*Exercise*.
Please copy the records exactly as they appear, with all pictures left out.
%%
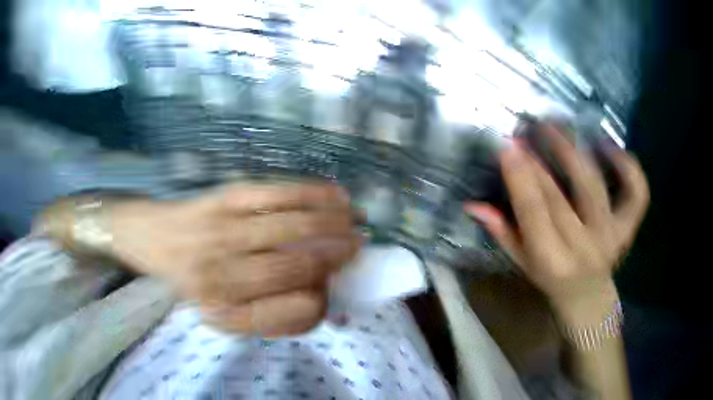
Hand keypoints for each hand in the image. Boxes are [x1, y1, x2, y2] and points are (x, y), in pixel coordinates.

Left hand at [108, 183, 359, 336]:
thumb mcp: (233, 306)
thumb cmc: (201, 276)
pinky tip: (338, 193)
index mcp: (229, 312)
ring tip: (356, 216)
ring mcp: (227, 230)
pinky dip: (319, 193)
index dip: (327, 299)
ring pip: (299, 225)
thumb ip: (278, 310)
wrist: (155, 237)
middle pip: (301, 264)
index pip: (297, 314)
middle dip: (341, 251)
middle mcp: (226, 276)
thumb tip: (330, 305)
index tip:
%%
*Reply to the exercise*.
Hand keypoints for each hand in the image. Boxes are [x1, y1, x2, y2] and points are (x, y), in pixel coordinates.

Left hand at [108, 183, 359, 336]:
thumb mcp: (233, 306)
thumb cmc: (201, 276)
pinky tip: (338, 193)
index mcp: (229, 312)
ring tip: (356, 216)
ring mcp: (227, 230)
pinky dip: (319, 193)
index dip: (327, 299)
ring pip: (299, 225)
thumb ip: (278, 310)
wrist: (155, 237)
middle pip: (301, 264)
index pip: (297, 314)
middle dip: (341, 251)
middle mcp: (226, 276)
thumb tip: (330, 305)
index tip:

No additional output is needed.